Cometeu actos estúpidos, como toda a gente, meteu-se em movimentos absurdos, foi enganado por ser ingénuo, chegou a ser porta-voz de interesses alheios que o souberam manipular com bajulações. Quando se apercebia de que tinha sido usado, repetia sempre a mesma frase cómica e desenganada: "É que a mim, a inteligência apenas me serviu para ser estúpido." Envergonhava-se, por exemplo, de ter ajudado a meter no manicómio um cunhado da minha irmã mais velha, a Maryluz, que, uma noite em que estava mais exaltado, disse que andava a ser perseguido por mafiosos em Medellín. E muito menos o que dizia aquele rapaz, o Jota Veléz, que repetia como um louco que os mafiosos matavam e ameaçavam as pessoas, exportavam cocaína e marijuana, compravam mulheres nos bairros, pagavam a assassinos e a sicários... O meu pai confundiu essas verdades com o delírio de um louco esquizofrénico e o Jota foi levado numa camisa-de-forças para o manicómio de Bello. 

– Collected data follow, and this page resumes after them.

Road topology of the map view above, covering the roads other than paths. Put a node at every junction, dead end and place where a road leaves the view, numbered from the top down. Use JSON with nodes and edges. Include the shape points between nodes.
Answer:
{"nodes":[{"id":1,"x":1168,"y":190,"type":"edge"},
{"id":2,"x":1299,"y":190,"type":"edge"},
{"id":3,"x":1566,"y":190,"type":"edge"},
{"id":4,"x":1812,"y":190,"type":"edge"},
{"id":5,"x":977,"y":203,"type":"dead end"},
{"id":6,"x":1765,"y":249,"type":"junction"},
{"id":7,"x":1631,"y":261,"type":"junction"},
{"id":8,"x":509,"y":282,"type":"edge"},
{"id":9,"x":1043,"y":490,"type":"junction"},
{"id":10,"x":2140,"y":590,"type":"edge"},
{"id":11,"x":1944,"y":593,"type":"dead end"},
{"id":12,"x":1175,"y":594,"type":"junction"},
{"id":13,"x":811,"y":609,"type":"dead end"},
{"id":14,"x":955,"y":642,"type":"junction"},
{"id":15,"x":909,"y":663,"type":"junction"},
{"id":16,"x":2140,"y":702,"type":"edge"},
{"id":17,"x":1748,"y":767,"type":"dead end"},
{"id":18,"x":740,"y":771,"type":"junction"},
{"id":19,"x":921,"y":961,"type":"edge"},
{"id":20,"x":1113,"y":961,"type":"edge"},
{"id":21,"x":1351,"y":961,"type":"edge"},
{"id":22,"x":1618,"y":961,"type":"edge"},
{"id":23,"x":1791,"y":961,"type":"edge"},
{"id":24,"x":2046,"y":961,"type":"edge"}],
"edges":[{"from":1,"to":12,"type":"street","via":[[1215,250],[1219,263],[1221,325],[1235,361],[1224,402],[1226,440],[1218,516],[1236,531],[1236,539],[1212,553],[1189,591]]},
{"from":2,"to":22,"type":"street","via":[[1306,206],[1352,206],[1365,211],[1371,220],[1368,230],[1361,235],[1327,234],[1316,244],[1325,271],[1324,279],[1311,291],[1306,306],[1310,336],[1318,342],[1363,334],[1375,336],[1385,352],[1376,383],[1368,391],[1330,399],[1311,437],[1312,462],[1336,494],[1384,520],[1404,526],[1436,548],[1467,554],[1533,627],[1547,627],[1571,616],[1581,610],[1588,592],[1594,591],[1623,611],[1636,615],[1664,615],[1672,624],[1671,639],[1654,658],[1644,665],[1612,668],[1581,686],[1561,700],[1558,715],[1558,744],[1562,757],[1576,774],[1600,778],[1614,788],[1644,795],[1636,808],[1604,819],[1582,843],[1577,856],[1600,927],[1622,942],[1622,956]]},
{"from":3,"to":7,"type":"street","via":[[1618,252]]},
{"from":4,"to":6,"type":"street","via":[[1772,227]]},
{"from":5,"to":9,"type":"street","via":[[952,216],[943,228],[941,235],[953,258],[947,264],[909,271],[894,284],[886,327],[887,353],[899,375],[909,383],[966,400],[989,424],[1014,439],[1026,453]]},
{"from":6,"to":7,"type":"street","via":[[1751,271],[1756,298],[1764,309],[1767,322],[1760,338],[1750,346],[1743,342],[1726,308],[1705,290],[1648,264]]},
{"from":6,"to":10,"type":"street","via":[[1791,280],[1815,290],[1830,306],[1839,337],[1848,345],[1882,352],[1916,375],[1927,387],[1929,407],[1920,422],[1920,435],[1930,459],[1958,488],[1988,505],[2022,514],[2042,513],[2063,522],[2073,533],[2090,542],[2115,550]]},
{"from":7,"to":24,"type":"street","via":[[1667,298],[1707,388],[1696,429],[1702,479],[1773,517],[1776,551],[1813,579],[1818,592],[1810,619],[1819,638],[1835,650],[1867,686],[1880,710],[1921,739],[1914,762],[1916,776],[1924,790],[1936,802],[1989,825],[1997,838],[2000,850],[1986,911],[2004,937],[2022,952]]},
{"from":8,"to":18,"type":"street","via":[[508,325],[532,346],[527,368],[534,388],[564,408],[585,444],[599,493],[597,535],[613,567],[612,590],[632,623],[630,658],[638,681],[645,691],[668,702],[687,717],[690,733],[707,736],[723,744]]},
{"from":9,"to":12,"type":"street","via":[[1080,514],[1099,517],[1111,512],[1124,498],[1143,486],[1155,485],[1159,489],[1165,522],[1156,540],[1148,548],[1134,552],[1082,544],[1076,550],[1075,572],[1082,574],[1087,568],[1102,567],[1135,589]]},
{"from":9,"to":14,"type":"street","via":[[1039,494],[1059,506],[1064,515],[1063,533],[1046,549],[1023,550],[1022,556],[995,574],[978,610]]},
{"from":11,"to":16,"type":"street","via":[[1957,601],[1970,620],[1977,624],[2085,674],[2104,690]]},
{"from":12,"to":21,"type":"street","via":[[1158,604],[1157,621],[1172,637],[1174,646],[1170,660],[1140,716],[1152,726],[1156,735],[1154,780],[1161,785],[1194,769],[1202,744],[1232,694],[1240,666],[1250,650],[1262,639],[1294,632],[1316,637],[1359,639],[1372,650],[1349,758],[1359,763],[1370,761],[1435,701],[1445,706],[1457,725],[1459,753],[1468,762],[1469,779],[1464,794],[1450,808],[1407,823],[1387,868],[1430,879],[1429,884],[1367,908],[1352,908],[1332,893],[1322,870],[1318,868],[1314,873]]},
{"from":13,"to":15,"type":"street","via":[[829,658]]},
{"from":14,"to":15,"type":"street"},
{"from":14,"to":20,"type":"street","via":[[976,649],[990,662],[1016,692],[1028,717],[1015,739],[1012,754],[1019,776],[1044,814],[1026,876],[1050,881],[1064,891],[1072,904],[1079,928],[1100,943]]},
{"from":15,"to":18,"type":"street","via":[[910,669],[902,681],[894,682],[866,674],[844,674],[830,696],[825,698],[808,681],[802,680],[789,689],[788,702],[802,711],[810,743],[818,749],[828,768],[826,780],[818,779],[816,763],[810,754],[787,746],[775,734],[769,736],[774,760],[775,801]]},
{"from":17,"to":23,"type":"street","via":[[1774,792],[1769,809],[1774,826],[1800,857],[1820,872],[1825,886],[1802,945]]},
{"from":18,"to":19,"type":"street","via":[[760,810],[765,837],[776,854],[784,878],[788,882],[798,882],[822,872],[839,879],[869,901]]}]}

Quando se começou a ver que tudo o que o Jota dizia acontecia mesmo e que todas aquelas enormidades se iam confirmando de dia para dia numa cidade entregue à barbárie, o meu pai não teve outro remédio a não ser declarar-se louco a si próprio, de cegueira e de ingenuidade, e pediu desculpa ao Jota, o rapaz que denunciara o horror num ataque de lucidez que o meu pai confundiu com um delírio demente.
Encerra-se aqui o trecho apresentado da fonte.